CPA Disappointed that Biden Executive Order Regarding Some China Investments is Merely Symbolic

WASHINGTON — The Coalition for a Prosperous America (CPA) is disappointed by a new Executive Order (EO) released by the Biden administration that failed to immediately restrict private-equity and venture-capital investments in three high-technology industries in China: semiconductors, quantum computing, and artificial intelligence. Contrary to press reports, the EO does not prohibit any investments in these technologies or require U.S. firms doing business in China to disclose their investments to the U.S. government. Instead, the EO directs Treasury to consult with other agencies and issue regulations in the indefinite future.

In testimony before the House Select Committee on the Chinese Communist Party (CCP) in May, Roger Robinson, Jr. delivered a comprehensive examination of how U.S. investor capital is being used to fund China’s malign activities that directly threaten U.S. economic and national security. Robinson is an advisor to CPA, former National Security Council (NSC) Senior Director of International Economic Affairs for President Ronald Reagan, and former Chairman of Congressional U.S.-China Economic and Security Review Commission.

“We are concerned that this Executive Order is merely symbolic,” said Michael Stumo, CEO of CPA. “We agree with the Biden administration that prohibiting investment in China is a national emergency and necessary to protect U.S. economic and national security. Unfortunately, the administration appears to also believe that this national emergency is not urgent enough to mandate any immediate action or a deadline for action. Instead of taking effect now, the Executive Order places no timeline on when the Treasury Department should issue rules. Treasury is the agency within the U.S. government that is the most pro-Wall Street.”

Earlier this year, CPA and a group of national security and foreign policy experts urged President Joe Biden to establish a mechanism to review U.S. outbound investment to China in order to address the risks and threats associated with U.S. capital bolstering the CCP’s ability to modernize and advance its military and build other advanced technologies. CPA also called on the House Financial Services Committee to crack down on Chinese outbound capital market investment.

Last year, CPA Chief Economist Jeff Ferry testified in front of the House Committee on Financial Services Subcommittee on Investor Protection, Entrepreneurship and Capital Markets.

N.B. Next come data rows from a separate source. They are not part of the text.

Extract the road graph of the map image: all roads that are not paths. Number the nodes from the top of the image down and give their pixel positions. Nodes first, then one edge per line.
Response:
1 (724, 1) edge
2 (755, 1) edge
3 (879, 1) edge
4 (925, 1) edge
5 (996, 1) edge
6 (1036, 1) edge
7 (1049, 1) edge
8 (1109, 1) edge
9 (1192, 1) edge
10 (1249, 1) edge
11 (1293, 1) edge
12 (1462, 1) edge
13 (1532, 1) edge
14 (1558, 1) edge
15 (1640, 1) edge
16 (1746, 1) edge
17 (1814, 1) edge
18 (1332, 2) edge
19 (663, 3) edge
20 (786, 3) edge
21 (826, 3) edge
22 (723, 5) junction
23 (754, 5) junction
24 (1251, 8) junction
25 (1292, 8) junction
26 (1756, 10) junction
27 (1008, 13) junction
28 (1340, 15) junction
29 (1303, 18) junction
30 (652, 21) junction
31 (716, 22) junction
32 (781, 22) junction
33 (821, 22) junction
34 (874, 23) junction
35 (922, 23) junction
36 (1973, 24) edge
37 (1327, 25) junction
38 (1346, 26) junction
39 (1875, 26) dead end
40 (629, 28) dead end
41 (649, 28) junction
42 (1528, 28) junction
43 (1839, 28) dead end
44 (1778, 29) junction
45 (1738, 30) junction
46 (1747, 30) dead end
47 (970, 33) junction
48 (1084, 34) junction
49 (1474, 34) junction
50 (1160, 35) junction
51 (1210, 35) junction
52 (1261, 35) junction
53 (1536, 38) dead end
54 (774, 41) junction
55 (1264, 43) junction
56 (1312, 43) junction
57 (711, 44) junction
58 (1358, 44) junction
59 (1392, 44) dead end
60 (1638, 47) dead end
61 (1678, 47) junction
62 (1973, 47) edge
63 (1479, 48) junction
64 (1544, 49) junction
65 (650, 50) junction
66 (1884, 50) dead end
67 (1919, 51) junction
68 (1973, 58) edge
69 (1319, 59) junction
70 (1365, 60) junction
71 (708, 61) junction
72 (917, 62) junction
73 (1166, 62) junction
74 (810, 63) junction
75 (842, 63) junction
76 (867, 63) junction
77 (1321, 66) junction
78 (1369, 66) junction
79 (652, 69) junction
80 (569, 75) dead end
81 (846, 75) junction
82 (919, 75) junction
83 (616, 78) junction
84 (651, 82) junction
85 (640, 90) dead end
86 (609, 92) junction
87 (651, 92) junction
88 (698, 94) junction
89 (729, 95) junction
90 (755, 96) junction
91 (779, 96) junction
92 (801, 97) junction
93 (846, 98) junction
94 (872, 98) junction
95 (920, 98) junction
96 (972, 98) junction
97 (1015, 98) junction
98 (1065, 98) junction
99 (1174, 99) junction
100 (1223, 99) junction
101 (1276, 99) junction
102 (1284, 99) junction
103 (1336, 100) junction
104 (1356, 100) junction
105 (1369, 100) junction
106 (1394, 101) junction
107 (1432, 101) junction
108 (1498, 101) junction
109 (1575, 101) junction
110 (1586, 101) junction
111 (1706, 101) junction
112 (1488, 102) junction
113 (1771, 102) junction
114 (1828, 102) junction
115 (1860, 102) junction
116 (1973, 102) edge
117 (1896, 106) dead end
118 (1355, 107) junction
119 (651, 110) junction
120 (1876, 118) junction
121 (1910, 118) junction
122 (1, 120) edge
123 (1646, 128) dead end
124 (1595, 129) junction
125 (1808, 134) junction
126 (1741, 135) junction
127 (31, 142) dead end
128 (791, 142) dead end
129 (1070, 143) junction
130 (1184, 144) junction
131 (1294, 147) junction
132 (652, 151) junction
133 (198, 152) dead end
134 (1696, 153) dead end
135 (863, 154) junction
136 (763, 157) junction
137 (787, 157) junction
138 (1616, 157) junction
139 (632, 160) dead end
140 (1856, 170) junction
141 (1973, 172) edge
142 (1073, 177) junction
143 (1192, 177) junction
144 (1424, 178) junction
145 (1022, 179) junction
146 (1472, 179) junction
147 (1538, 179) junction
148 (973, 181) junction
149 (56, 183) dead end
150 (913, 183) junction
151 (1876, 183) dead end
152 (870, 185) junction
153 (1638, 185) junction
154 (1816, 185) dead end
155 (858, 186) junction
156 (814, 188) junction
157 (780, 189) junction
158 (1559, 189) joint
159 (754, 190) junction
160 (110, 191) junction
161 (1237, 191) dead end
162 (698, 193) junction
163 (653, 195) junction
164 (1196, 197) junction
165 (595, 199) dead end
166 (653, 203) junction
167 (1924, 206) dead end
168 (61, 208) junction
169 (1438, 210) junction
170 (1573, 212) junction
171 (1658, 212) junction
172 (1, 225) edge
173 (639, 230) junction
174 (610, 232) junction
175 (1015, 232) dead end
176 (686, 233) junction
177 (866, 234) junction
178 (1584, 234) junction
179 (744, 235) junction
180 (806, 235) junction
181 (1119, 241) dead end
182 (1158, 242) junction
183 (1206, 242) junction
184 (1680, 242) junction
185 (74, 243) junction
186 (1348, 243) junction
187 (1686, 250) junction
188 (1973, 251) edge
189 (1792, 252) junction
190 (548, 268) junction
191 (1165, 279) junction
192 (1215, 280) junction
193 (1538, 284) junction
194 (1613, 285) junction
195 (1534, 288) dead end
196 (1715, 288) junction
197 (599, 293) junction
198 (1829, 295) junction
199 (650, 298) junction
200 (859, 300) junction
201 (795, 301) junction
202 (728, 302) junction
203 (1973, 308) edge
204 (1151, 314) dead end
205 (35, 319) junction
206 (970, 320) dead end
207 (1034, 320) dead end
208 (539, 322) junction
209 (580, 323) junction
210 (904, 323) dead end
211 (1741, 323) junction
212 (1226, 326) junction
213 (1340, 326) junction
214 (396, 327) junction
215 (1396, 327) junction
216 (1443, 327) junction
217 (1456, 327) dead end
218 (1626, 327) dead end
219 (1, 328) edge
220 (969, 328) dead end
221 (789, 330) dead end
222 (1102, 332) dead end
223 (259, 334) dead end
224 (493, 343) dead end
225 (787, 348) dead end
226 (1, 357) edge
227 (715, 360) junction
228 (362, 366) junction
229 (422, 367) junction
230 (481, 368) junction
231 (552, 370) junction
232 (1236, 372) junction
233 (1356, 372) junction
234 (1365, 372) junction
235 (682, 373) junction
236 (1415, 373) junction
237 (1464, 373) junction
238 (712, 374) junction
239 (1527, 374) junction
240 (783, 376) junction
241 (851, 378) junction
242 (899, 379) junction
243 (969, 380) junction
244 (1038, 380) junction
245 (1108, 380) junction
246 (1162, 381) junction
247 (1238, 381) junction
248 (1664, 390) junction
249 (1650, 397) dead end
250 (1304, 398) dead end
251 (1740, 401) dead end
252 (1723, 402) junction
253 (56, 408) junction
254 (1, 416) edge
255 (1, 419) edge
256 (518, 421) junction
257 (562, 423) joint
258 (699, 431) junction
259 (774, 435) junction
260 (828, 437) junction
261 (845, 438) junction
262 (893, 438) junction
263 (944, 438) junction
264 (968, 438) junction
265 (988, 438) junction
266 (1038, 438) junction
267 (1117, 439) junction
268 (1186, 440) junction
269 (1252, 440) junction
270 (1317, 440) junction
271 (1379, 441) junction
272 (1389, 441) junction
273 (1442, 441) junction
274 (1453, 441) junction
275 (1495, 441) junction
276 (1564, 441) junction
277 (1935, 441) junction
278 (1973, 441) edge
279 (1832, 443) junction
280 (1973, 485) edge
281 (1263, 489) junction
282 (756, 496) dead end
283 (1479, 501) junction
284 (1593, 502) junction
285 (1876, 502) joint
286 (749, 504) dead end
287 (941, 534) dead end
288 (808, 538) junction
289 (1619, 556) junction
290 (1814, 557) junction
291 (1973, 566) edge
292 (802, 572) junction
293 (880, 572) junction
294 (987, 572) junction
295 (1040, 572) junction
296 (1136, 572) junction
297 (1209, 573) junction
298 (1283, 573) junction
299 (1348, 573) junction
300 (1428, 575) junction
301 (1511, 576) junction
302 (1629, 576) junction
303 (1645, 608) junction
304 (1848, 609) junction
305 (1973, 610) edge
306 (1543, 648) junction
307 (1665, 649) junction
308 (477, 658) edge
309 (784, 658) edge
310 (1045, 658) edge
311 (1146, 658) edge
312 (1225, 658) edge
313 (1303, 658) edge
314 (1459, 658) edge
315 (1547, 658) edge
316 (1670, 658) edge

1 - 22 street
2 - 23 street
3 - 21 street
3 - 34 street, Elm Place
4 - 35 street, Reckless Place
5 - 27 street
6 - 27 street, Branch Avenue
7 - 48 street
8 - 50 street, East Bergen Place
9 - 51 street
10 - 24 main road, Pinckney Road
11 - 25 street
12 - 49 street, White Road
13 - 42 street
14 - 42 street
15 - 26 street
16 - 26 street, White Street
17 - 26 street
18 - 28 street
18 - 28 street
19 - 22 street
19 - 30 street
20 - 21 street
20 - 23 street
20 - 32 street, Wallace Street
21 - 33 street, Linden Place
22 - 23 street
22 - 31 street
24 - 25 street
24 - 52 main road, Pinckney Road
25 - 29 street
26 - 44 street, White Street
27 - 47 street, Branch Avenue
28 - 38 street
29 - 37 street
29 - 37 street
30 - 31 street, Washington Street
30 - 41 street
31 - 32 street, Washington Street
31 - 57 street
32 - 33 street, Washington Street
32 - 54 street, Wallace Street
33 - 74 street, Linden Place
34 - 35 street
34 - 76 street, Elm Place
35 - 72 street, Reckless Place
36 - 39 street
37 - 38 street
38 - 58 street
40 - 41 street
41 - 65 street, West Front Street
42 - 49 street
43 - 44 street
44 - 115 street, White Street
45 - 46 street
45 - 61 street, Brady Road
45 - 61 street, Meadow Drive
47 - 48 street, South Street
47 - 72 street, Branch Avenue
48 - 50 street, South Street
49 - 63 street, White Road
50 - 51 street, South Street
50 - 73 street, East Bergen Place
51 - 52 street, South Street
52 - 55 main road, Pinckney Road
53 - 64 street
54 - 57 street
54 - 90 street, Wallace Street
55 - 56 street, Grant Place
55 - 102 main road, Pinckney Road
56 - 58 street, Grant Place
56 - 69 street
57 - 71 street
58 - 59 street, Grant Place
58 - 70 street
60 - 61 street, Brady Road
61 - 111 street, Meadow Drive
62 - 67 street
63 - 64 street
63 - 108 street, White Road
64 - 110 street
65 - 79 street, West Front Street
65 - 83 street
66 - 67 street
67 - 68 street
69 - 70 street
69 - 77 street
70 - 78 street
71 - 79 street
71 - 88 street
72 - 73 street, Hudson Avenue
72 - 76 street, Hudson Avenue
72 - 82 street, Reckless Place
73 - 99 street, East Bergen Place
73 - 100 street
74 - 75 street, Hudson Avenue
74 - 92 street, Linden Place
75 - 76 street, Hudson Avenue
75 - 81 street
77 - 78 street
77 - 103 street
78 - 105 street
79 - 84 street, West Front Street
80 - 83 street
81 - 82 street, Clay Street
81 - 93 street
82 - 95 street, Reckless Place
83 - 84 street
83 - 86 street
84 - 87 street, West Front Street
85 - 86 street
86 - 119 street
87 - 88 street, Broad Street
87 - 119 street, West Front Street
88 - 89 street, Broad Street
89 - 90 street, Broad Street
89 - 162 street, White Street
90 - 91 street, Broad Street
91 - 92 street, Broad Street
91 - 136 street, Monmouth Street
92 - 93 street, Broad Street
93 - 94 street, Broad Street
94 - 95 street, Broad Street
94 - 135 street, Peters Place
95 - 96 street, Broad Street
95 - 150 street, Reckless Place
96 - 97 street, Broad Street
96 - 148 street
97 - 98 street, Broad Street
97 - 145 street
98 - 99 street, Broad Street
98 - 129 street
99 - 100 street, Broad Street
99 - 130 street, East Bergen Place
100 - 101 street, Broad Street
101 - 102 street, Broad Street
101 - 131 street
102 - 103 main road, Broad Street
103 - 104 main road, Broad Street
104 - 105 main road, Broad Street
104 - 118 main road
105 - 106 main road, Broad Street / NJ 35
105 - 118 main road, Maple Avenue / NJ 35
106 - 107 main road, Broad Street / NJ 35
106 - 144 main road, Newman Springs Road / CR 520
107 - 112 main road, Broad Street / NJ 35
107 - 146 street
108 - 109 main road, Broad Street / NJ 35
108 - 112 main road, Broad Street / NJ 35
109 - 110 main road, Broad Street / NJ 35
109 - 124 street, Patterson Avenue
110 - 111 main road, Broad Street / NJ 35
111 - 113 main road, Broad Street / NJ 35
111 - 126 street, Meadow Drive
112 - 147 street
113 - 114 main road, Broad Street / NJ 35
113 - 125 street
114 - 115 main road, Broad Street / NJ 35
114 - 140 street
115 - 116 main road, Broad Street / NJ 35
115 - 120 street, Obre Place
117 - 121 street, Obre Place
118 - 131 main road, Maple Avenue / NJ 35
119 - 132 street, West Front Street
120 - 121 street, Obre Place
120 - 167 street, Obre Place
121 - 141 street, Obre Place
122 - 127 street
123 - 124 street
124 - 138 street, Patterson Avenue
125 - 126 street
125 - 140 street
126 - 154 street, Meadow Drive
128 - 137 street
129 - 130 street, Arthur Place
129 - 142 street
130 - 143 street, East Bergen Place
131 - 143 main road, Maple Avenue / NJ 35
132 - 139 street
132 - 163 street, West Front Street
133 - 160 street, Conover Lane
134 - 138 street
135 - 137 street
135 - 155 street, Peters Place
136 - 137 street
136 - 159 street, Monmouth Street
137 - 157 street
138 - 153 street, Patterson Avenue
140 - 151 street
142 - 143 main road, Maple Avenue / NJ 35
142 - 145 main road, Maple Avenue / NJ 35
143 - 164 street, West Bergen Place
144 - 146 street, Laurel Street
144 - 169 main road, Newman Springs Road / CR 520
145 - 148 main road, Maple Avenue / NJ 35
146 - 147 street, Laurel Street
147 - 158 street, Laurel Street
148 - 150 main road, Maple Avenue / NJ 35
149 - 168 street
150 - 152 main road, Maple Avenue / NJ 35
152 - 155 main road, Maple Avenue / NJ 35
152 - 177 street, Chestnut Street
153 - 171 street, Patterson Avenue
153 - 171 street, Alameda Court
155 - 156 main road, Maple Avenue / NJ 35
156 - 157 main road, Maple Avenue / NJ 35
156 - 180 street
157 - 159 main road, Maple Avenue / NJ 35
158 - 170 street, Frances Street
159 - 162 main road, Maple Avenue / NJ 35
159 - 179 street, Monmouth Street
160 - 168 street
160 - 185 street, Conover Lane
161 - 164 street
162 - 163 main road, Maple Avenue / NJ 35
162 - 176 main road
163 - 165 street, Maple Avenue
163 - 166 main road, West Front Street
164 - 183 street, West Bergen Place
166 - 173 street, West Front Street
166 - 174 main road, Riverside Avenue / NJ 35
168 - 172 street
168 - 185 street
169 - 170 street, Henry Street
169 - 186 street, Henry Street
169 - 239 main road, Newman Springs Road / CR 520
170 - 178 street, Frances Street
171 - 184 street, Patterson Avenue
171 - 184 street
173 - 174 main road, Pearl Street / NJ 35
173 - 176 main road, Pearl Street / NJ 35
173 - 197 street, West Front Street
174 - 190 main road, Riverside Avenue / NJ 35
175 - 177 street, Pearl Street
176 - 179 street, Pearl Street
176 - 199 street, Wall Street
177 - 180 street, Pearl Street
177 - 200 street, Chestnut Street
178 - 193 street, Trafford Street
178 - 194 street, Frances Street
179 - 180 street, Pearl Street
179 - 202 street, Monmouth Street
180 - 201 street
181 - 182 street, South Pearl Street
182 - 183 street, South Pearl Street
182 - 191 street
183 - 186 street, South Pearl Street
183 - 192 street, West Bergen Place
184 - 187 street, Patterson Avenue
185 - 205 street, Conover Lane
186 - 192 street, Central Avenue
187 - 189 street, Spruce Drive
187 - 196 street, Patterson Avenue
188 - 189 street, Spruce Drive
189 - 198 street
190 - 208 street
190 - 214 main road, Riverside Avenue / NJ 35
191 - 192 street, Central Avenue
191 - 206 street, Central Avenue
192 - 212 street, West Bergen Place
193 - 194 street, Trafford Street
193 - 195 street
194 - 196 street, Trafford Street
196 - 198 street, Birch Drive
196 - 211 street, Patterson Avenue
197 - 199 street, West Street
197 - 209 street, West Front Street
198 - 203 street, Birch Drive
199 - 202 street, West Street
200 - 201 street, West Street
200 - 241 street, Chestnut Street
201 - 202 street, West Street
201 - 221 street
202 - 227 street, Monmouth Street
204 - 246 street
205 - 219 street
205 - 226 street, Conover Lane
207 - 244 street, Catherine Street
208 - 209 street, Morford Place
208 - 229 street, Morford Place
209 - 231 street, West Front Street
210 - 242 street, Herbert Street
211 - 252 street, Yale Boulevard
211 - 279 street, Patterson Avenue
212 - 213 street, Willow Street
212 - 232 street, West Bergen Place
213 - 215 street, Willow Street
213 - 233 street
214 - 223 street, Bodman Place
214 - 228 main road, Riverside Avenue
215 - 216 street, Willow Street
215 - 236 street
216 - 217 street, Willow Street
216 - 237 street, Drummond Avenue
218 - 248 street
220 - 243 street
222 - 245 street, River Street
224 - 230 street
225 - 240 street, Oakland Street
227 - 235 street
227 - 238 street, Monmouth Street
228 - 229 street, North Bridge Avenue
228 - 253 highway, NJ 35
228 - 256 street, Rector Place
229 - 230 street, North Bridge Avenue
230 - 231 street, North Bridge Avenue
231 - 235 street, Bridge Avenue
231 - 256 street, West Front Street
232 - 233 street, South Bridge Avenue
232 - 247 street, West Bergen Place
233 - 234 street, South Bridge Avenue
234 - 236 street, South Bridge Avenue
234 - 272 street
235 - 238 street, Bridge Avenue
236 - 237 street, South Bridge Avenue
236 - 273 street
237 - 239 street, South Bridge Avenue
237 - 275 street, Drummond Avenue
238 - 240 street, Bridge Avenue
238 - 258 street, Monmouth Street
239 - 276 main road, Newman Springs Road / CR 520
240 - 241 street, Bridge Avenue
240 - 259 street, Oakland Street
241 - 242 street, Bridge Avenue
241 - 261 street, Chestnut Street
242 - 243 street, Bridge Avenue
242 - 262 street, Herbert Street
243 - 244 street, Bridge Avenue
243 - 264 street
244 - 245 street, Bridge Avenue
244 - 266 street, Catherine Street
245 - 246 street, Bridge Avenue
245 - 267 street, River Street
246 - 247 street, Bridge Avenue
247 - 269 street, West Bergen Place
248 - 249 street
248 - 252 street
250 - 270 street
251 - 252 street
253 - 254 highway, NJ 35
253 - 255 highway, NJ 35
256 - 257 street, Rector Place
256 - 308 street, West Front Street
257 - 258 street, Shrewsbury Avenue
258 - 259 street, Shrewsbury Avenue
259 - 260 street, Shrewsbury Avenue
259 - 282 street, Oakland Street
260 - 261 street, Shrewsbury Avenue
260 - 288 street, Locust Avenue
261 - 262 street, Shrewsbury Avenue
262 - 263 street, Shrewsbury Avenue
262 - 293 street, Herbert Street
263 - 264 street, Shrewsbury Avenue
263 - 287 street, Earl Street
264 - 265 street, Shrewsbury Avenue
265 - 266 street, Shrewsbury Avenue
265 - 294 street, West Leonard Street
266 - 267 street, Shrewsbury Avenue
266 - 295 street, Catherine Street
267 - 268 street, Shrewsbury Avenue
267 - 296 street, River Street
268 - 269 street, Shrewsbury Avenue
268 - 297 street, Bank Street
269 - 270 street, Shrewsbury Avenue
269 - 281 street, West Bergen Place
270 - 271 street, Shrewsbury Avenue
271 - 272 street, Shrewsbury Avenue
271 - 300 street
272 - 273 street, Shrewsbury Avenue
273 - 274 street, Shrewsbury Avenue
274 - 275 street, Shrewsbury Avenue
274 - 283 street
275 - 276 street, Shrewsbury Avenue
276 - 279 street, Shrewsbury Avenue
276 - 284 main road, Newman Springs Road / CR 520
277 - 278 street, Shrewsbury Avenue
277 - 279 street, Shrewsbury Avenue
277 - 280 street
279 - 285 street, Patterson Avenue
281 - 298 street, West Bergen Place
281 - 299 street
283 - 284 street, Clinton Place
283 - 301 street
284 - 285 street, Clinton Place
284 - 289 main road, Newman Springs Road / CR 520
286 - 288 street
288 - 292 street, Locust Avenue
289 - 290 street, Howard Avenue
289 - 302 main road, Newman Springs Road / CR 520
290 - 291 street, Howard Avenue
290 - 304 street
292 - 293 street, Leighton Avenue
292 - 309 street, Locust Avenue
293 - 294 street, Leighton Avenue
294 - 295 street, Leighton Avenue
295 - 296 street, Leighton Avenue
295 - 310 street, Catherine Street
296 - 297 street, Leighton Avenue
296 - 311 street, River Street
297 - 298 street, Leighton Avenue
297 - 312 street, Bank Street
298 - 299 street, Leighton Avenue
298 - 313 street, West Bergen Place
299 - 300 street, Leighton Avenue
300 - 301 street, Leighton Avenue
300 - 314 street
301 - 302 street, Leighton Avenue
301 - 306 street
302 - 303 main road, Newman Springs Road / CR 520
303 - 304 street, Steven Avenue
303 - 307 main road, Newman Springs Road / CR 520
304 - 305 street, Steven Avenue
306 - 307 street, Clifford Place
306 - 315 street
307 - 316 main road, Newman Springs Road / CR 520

The hearing, titled “Investing in our Rivals: Examining U.S. Capital Flows to Foreign Rivals and Adversaries Around the World,” looked at the risks posed to American investors by nations that are adversarial and hostile to U.S. interests—most notably Russia and the People’s Republic of China (PRC).

Ferry’s testimony focused on the problem of U.S. investor exposure to Chinese securities, the risks this poses to U.S. economic and national security and potential solutions that should be considered. In particular, Ferry called on Congress to address the bulk of “bad actor” Chinese companies that are still present in American passive investment products. For example, China’s SenseTime was sanctioned by the U.S. government, which banned all U.S. investments in the firm because it “developed facial recognition programs that can determine a target’s ethnicity, with a particular focus on identifying ethnic Uyghurs.” Incredibly, FTSE Russell announced in January that, following confirmation from the Office of Foreign Assets Control (OFAC), they would evaluate SenseTime for index eligibility for the FTSE Global Equity Index Series March 2023 semi-annual review.